Items from a dataset
□ □ □ □ □
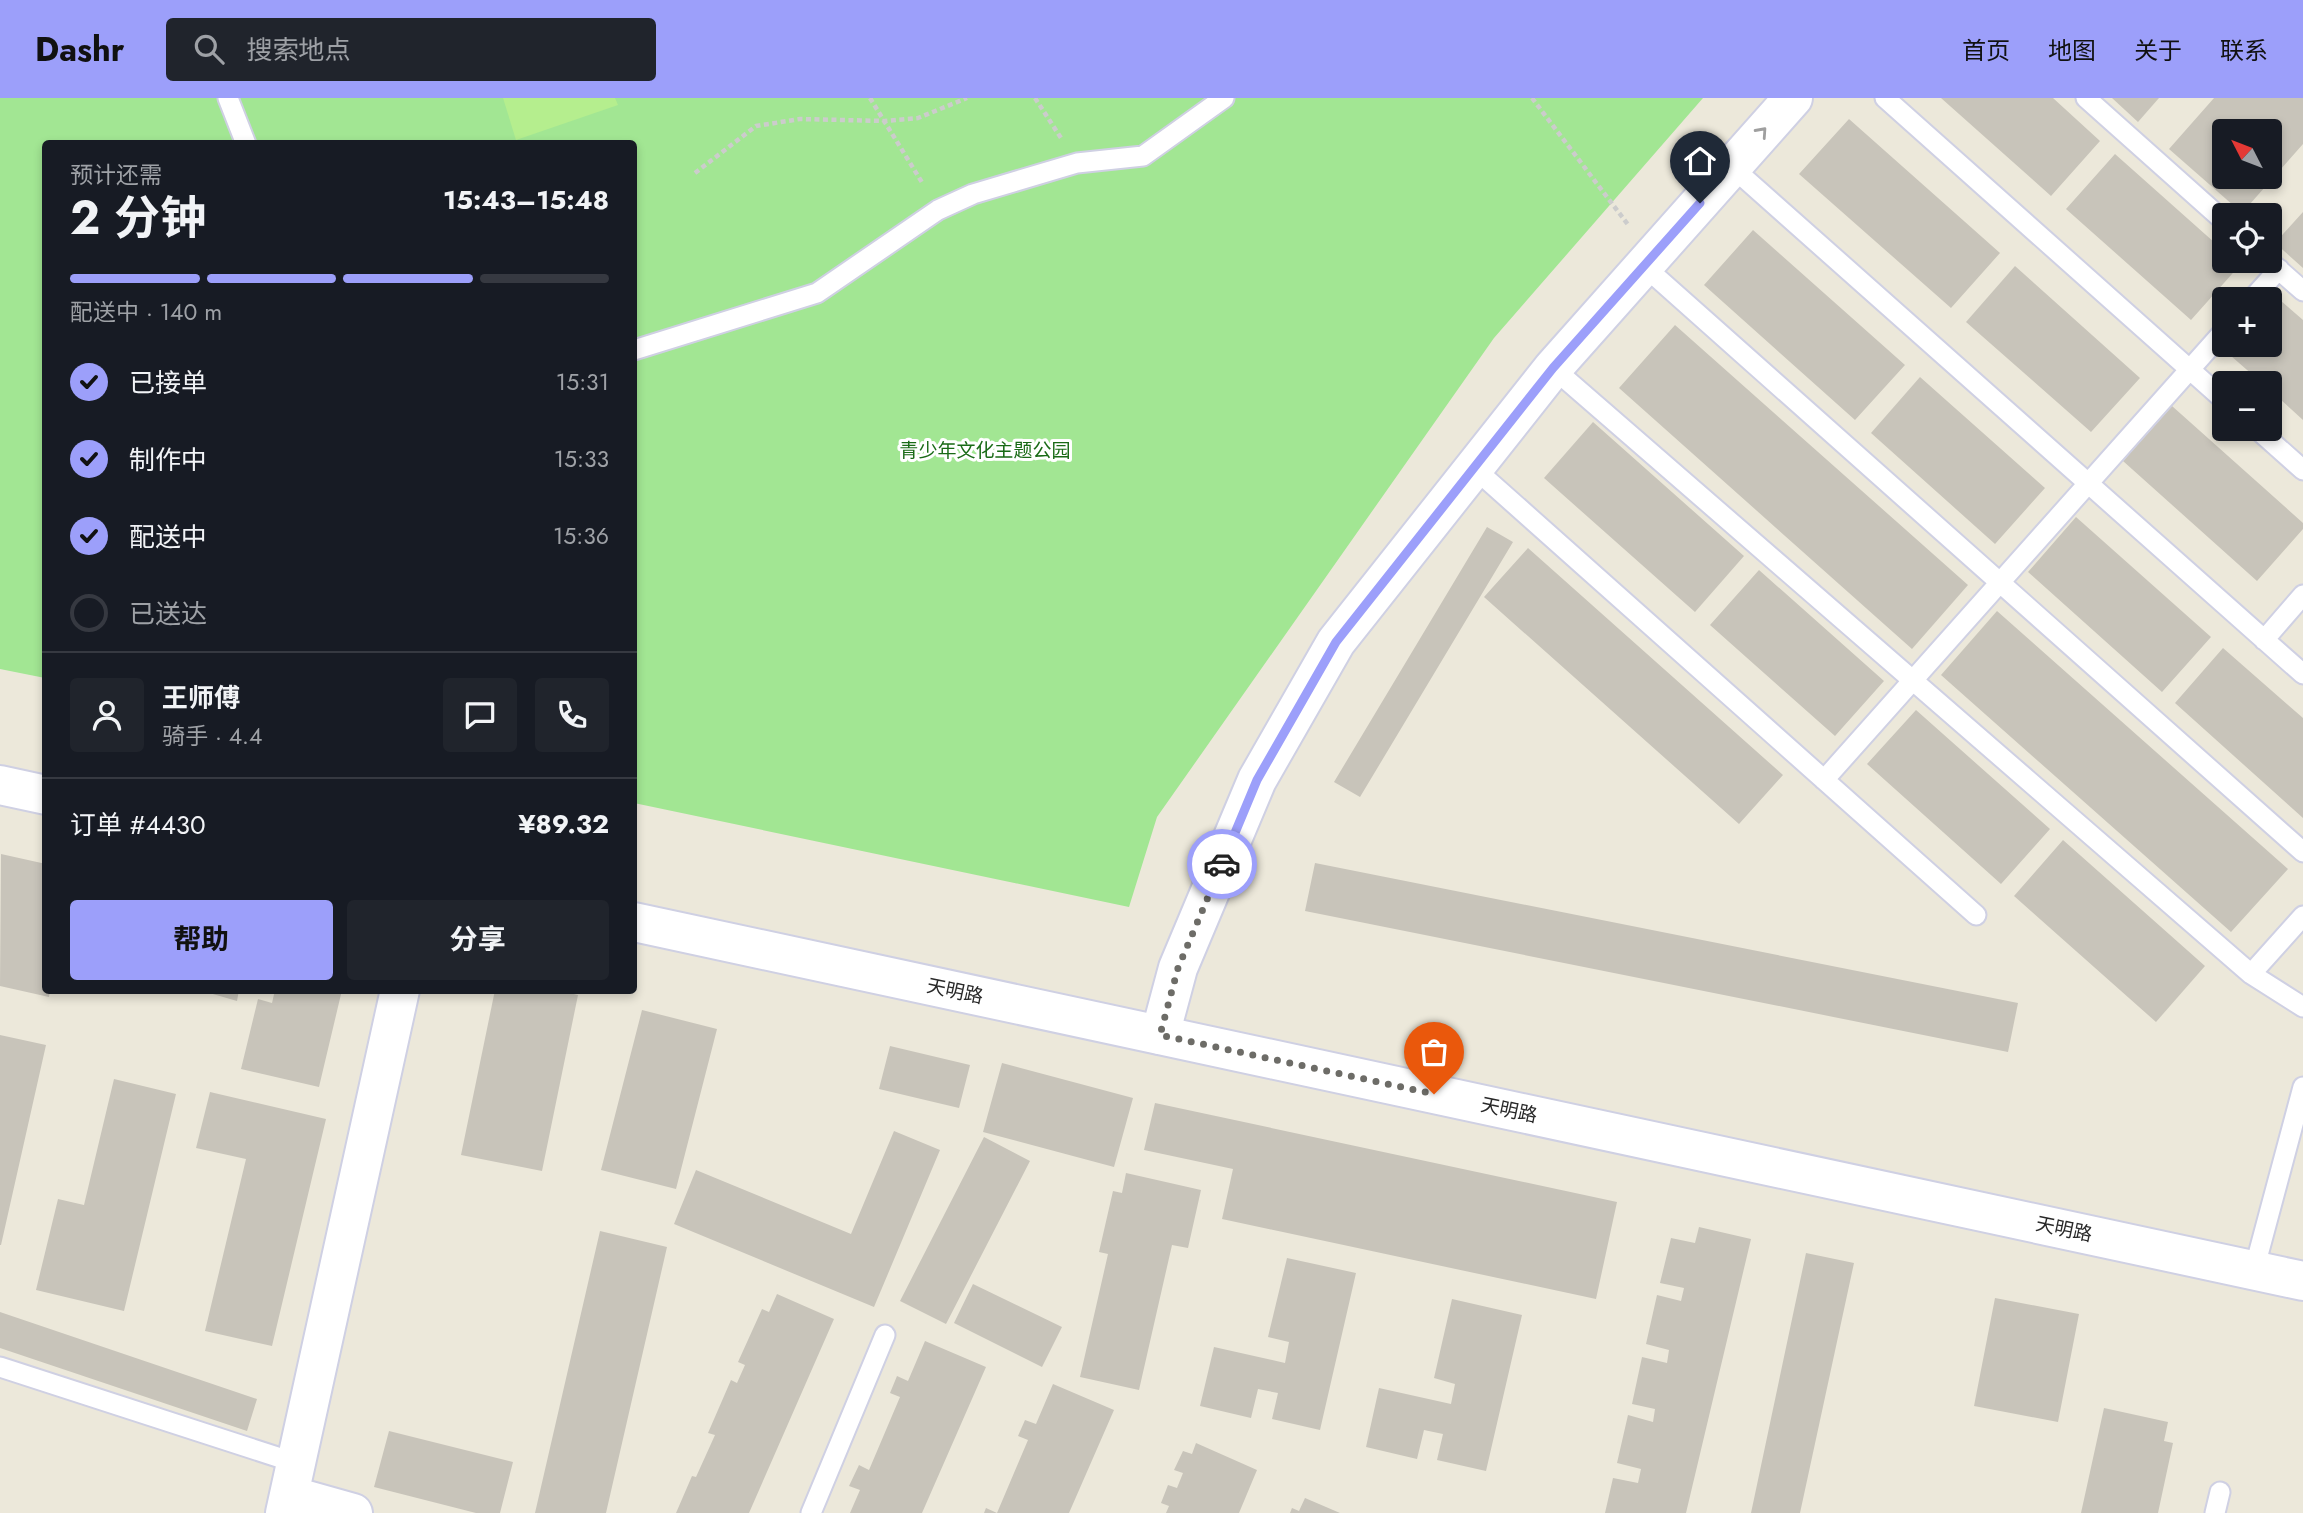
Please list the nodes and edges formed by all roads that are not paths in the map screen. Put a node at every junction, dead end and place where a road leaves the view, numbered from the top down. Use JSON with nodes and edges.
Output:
{"nodes":[{"id":1,"x":229,"y":98,"type":"edge"},
{"id":2,"x":1224,"y":98,"type":"edge"},
{"id":3,"x":1793,"y":98,"type":"edge"},
{"id":4,"x":1885,"y":98,"type":"edge"},
{"id":5,"x":2086,"y":98,"type":"edge"},
{"id":6,"x":245,"y":140,"type":"edge"},
{"id":7,"x":1732,"y":167,"type":"junction"},
{"id":8,"x":2212,"y":210,"type":"edge"},
{"id":9,"x":1648,"y":262,"type":"junction"},
{"id":10,"x":2282,"y":272,"type":"edge"},
{"id":11,"x":2303,"y":291,"type":"edge"},
{"id":12,"x":2212,"y":344,"type":"edge"},
{"id":13,"x":637,"y":349,"type":"edge"},
{"id":14,"x":1553,"y":368,"type":"junction"},
{"id":15,"x":2190,"y":369,"type":"junction"},
{"id":16,"x":2212,"y":389,"type":"edge"},
{"id":17,"x":2270,"y":441,"type":"edge"},
{"id":18,"x":1474,"y":468,"type":"junction"},
{"id":19,"x":2303,"y":470,"type":"edge"},
{"id":20,"x":2088,"y":484,"type":"junction"},
{"id":21,"x":2000,"y":583,"type":"junction"},
{"id":22,"x":2303,"y":596,"type":"edge"},
{"id":23,"x":2264,"y":640,"type":"junction"},
{"id":24,"x":2303,"y":674,"type":"edge"},
{"id":25,"x":1913,"y":680,"type":"junction"},
{"id":26,"x":1824,"y":780,"type":"junction"},
{"id":27,"x":0,"y":785,"type":"edge"},
{"id":28,"x":42,"y":794,"type":"edge"},
{"id":29,"x":2303,"y":852,"type":"edge"},
{"id":30,"x":1976,"y":915,"type":"dead end"},
{"id":31,"x":2303,"y":916,"type":"edge"},
{"id":32,"x":637,"y":923,"type":"edge"},
{"id":33,"x":2251,"y":974,"type":"junction"},
{"id":34,"x":399,"y":994,"type":"edge"},
{"id":35,"x":2303,"y":1007,"type":"edge"},
{"id":36,"x":1160,"y":1035,"type":"junction"},
{"id":37,"x":2303,"y":1087,"type":"edge"},
{"id":38,"x":2254,"y":1270,"type":"junction"},
{"id":39,"x":2303,"y":1280,"type":"edge"},
{"id":40,"x":885,"y":1335,"type":"dead end"},
{"id":41,"x":0,"y":1367,"type":"edge"},
{"id":42,"x":290,"y":1490,"type":"edge"},
{"id":43,"x":2220,"y":1492,"type":"dead end"},
{"id":44,"x":353,"y":1513,"type":"edge"},
{"id":45,"x":811,"y":1513,"type":"edge"},
{"id":46,"x":2215,"y":1513,"type":"edge"}],
"edges":[{"from":1,"to":6,"type":"lane"},
{"from":2,"to":13,"type":"lane"},
{"from":7,"to":3,"type":"street","one_way":true},
{"from":4,"to":15,"type":"lane"},
{"from":5,"to":8,"type":"lane"},
{"from":7,"to":9,"type":"street"},
{"from":7,"to":20,"type":"lane"},
{"from":9,"to":14,"type":"street"},
{"from":9,"to":21,"type":"lane"},
{"from":10,"to":11,"type":"lane"},
{"from":12,"to":15,"type":"lane"},
{"from":14,"to":18,"type":"street"},
{"from":14,"to":25,"type":"lane"},
{"from":15,"to":16,"type":"lane"},
{"from":15,"to":20,"type":"lane"},
{"from":17,"to":19,"type":"lane"},
{"from":18,"to":26,"type":"lane"},
{"from":18,"to":36,"type":"street"},
{"from":20,"to":21,"type":"lane"},
{"from":20,"to":23,"type":"lane"},
{"from":21,"to":25,"type":"lane"},
{"from":21,"to":29,"type":"lane"},
{"from":22,"to":23,"type":"lane"},
{"from":23,"to":24,"type":"lane"},
{"from":25,"to":26,"type":"lane"},
{"from":25,"to":33,"type":"lane"},
{"from":26,"to":30,"type":"lane"},
{"from":27,"to":28,"type":"street"},
{"from":31,"to":33,"type":"lane"},
{"from":32,"to":36,"type":"street","name":"天明路"},
{"from":33,"to":35,"type":"lane"},
{"from":34,"to":42,"type":"street"},
{"from":36,"to":38,"type":"street","name":"天明路"},
{"from":37,"to":38,"type":"lane"},
{"from":38,"to":39,"type":"street","name":"天明路"},
{"from":40,"to":45,"type":"lane"},
{"from":41,"to":42,"type":"lane"},
{"from":42,"to":44,"type":"street"},
{"from":43,"to":46,"type":"lane"}]}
□ □ □ □ □
PROBLEM DETAILS
Across the records, count the lines that contain the word "edges" and give that figure alone.

WRITTEN SOLUTION
2